Viene chiamato «sport silenzioso» ed è invisibile. La sordità è disabilità nascosta. Ma c'è. E pesa. Eppure ci sono campioni straordinari, che senza sentire hanno saputo vincere, magari a Olimpiadi e Mondiali. Ci sono anche i Giochi per atleti sordi, i Deaflympic: all'ultima edizione a Sofia, c'erano 3200 atleti di 100 Paesi. Derrick Coleman è oggi il più famoso.
È nato con sordità profonda e ha vinto il Superbowl, la finale del football americano, nel 2014, quando i suoi Seahawks di Seattle batterono i Denver Broncos. Alla scuola della periferia di Los Angeles lo chiamavano «quattrorecchie».

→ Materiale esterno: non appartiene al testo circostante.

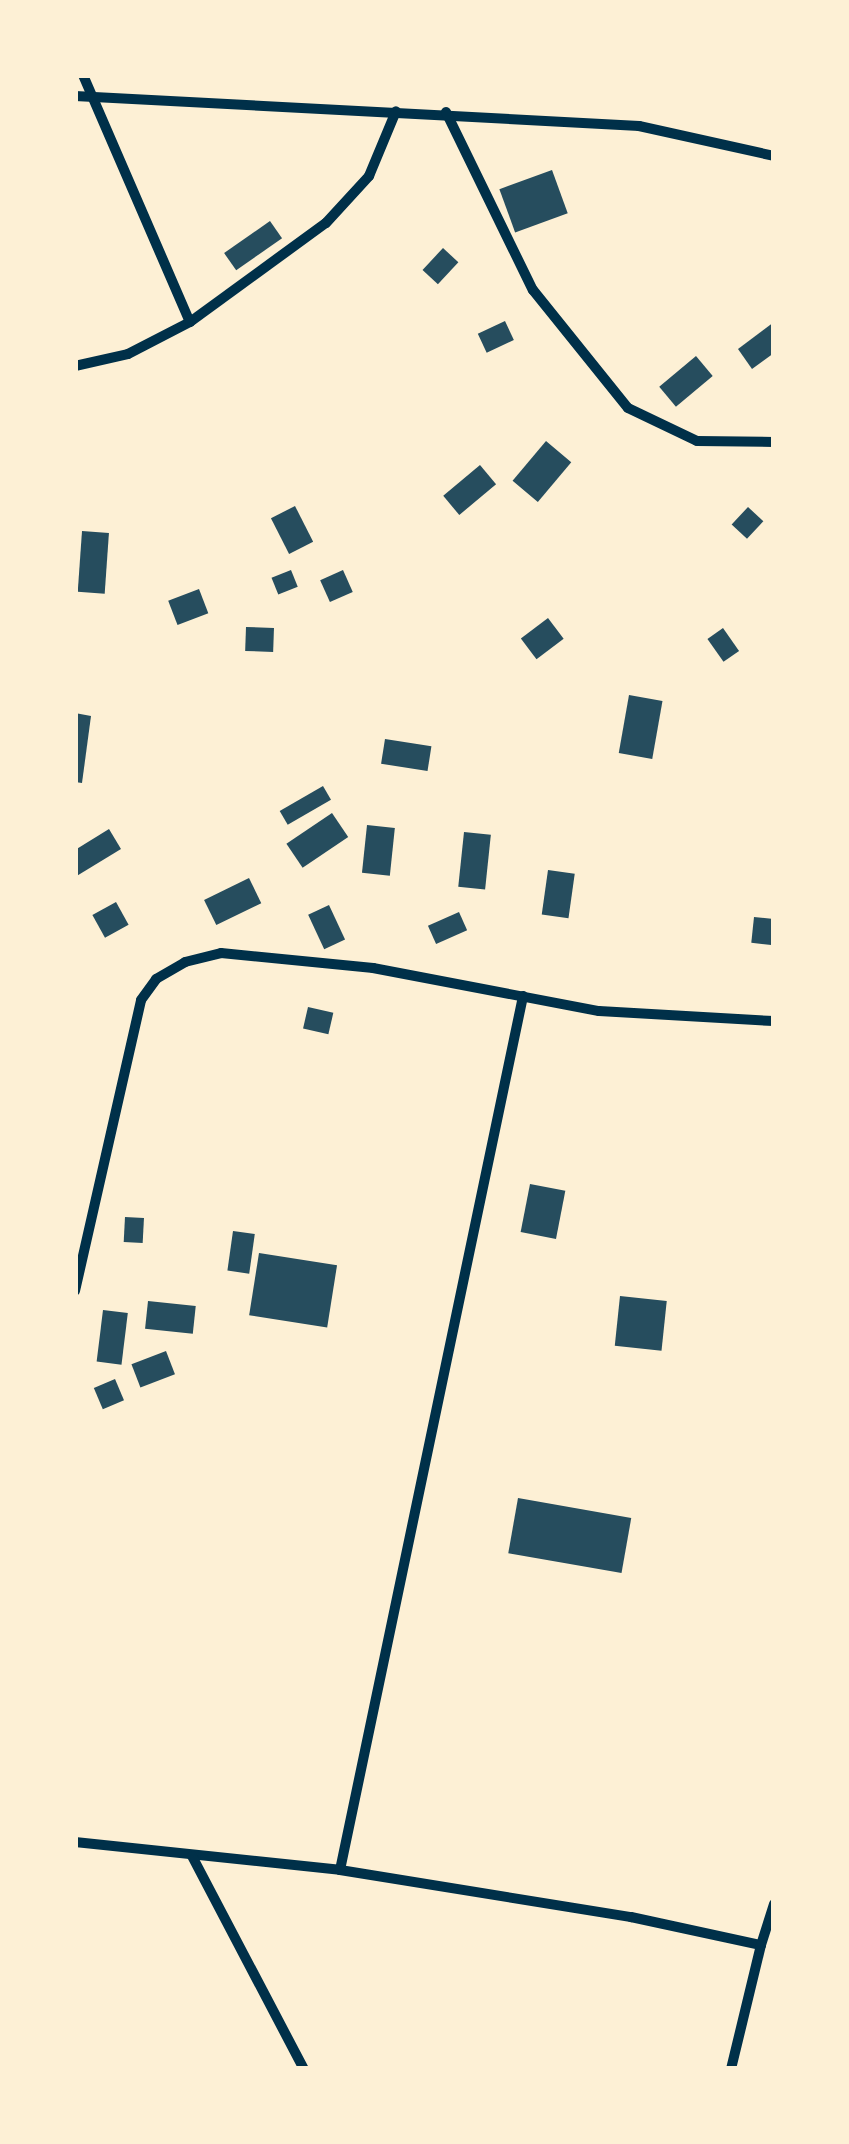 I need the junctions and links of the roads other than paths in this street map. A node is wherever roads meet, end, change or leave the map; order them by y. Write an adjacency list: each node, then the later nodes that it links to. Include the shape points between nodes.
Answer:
1 (82, 75): 2 (street)
2 (96, 95): 3 (street); 4 (street); 7 (street)
3 (75, 96)
4 (396, 111): 5 (street); 7 (street, via 369,176 326,223)
5 (446, 112): 6 (street, via 640,126); 9 (street, via 533,290 628,408 697,441)
6 (774, 156)
7 (190, 322): 8 (street, via 128,354)
8 (75, 366)
9 (774, 442)
10 (523, 996): 11 (street, via 599,1011); 12 (street, via 373,968 221,953 156,979 141,1000); 15 (street)
11 (774, 1021)
12 (75, 1291)
13 (75, 1842): 14 (street)
14 (192, 1856): 15 (street); 18 (street)
15 (340, 1870): 17 (street)
16 (774, 1904): 17 (street)
17 (761, 1945): 19 (street)
18 (304, 2069)
19 (731, 2069)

«Basta che metti l'apparecchio in modalità off», gli diceva papà. Non conosce la lingua dei segni, usa protesi acustiche e legge il labiale. In uno sport pieno di schemi, non si può sbagliare: «Cerco di leggere le labbra del quarterback, ma se non capisco non sono così timido. Vado e gli dico: "Hey, non ho capito"».

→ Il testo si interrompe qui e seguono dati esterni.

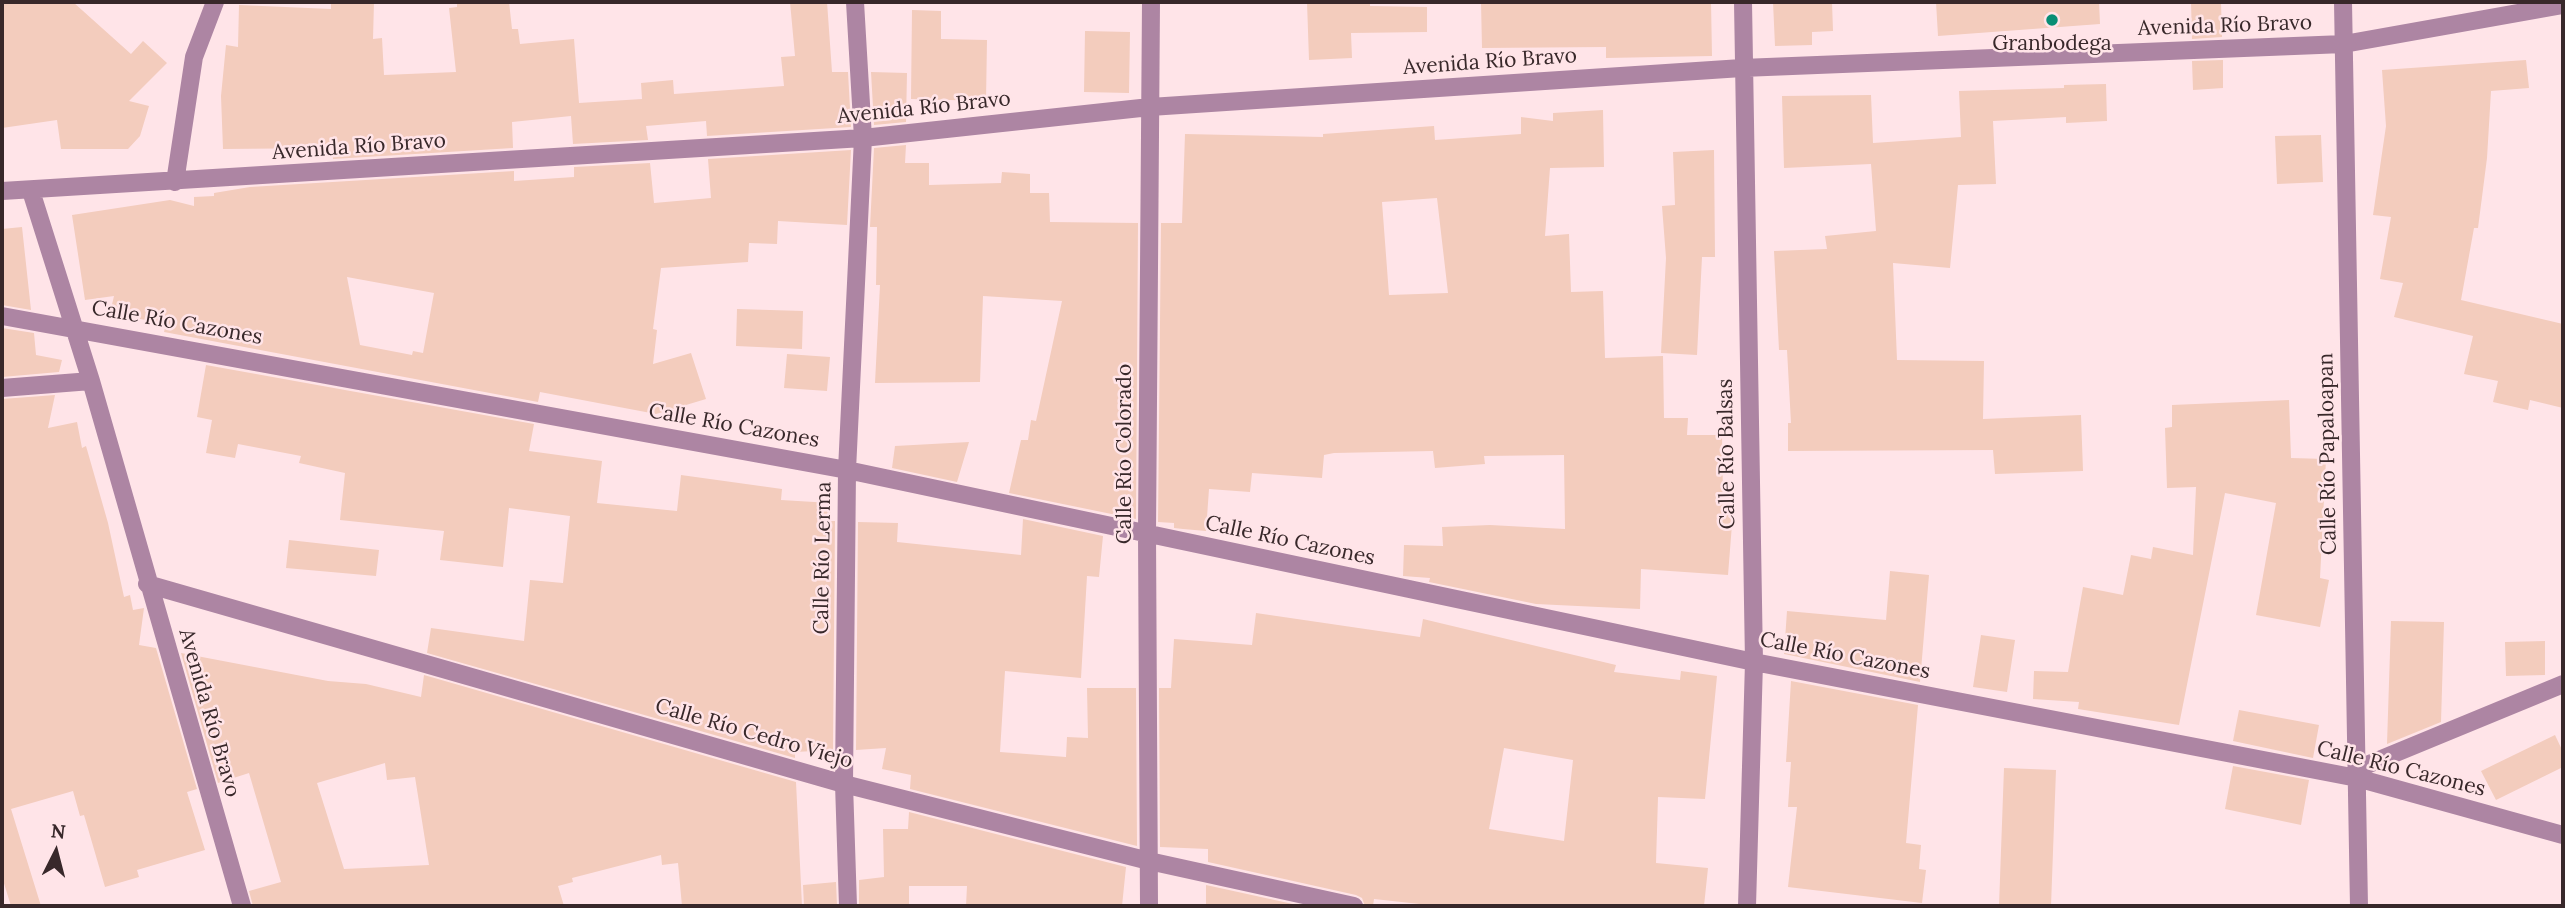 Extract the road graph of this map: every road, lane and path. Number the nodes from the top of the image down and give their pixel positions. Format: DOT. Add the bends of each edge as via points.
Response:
graph roads {
  1 [pos="215,2"];
  2 [pos="855,2"];
  3 [pos="1151,2"];
  4 [pos="1743,2"];
  5 [pos="2343,2"];
  6 [pos="2563,5"];
  7 [pos="2344,44"];
  8 [pos="1742,68"];
  9 [pos="1150,107"];
  10 [pos="863,138"];
  11 [pos="175,181"];
  12 [pos="2,191"];
  13 [pos="31,191"];
  14 [pos="2,316"];
  15 [pos="74,327"];
  16 [pos="91,381"];
  17 [pos="2,388"];
  18 [pos="847,470"];
  19 [pos="1147,533"];
  20 [pos="147,584"];
  21 [pos="1754,662"];
  22 [pos="2563,684"];
  23 [pos="2357,774"];
  24 [pos="844,784"];
  25 [pos="2563,835"];
  26 [pos="1149,860"];
  27 [pos="242,906"];
  28 [pos="848,906"];
  29 [pos="1149,906"];
  30 [pos="1354,906"];
  31 [pos="1747,906"];
  32 [pos="2359,906"];
  1 -- 11 [label="street" via="194,57"];
  2 -- 10 [label="street, Calle Río Lerma"];
  3 -- 9 [label="street, Calle Río Colorado"];
  4 -- 8 [label="street, Calle Río Balsas"];
  5 -- 7 [label="street, Calle Río Papaloapan"];
  6 -- 7 [label="street, Avenida Río Bravo"];
  7 -- 8 [label="street, Avenida Río Bravo"];
  7 -- 23 [label="street, Calle Río Papaloapan"];
  8 -- 9 [label="street, Avenida Río Bravo"];
  8 -- 21 [label="street, Calle Río Balsas"];
  9 -- 10 [label="street, Avenida Río Bravo"];
  9 -- 19 [label="street, Calle Río Colorado"];
  10 -- 11 [label="street, Avenida Río Bravo"];
  10 -- 18 [label="street, Calle Río Lerma"];
  11 -- 13 [label="street, Avenida Río Bravo"];
  12 -- 13 [label="street"];
  13 -- 15 [label="street, Avenida Río Bravo"];
  14 -- 15 [label="street, Calle Río Cazones"];
  15 -- 16 [label="street, Avenida Río Bravo"];
  15 -- 18 [label="street, Calle Río Cazones"];
  16 -- 17 [label="street"];
  16 -- 20 [label="street, Avenida Río Bravo"];
  18 -- 19 [label="street, Calle Río Cazones"];
  18 -- 24 [label="street, Calle Río Lerma"];
  19 -- 21 [label="street, Calle Río Cazones"];
  19 -- 26 [label="street, Calle Río Colorado"];
  20 -- 24 [label="street, Calle Río Cedro Viejo"];
  20 -- 27 [label="street, Avenida Río Bravo"];
  21 -- 23 [label="street, Calle Río Cazones"];
  21 -- 31 [label="street, Calle Río Balsas"];
  22 -- 23 [label="street"];
  23 -- 25 [label="street, Calle Río Cazones"];
  23 -- 32 [label="street, Calle Río Papaloapan"];
  24 -- 26 [label="street, Calle Río Cedro Viejo"];
  24 -- 28 [label="street, Calle Río Lerma"];
  26 -- 29 [label="street, Calle Río Colorado"];
  26 -- 30 [label="street, Calle Río Cedro Viejo"];
}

Italia Fra gli azzurri, il pugile Mario D'Agata fu campione mondiale dei pesi gallo nel 1956.
Barbara Oddone, genovese, è un vanto italiano nel mondo. Nessuno come lei: 15 medaglie d'oro, due d'argento e una di bronzo in sei edizioni dei Deaflympics.
In Nazionale (udenti) under 18, è stata professionista e ha partecipato a tornei Wta. Alle Olimpiadi, la più vincente è stata l'ungherese Ildiko Rejto: cinque Olimpiadi da Roma 60 a Montreal 76 con due medaglie d'oro, due d'argento e una di bronzo. A Sydney 2000, il sudafricano Terence Parkin vinse l'argento nei 100 rana dietro Domenico Fioravanti.
Lo start gli venne dato con un raggio luminoso. Organizzazione Le prime società sportive per atleti con disabilità sono quelle per sordi, dopo la seconda metà del 1800. Solo l'Olimpiade è nata prima dei Deaflympics (Parigi 1924).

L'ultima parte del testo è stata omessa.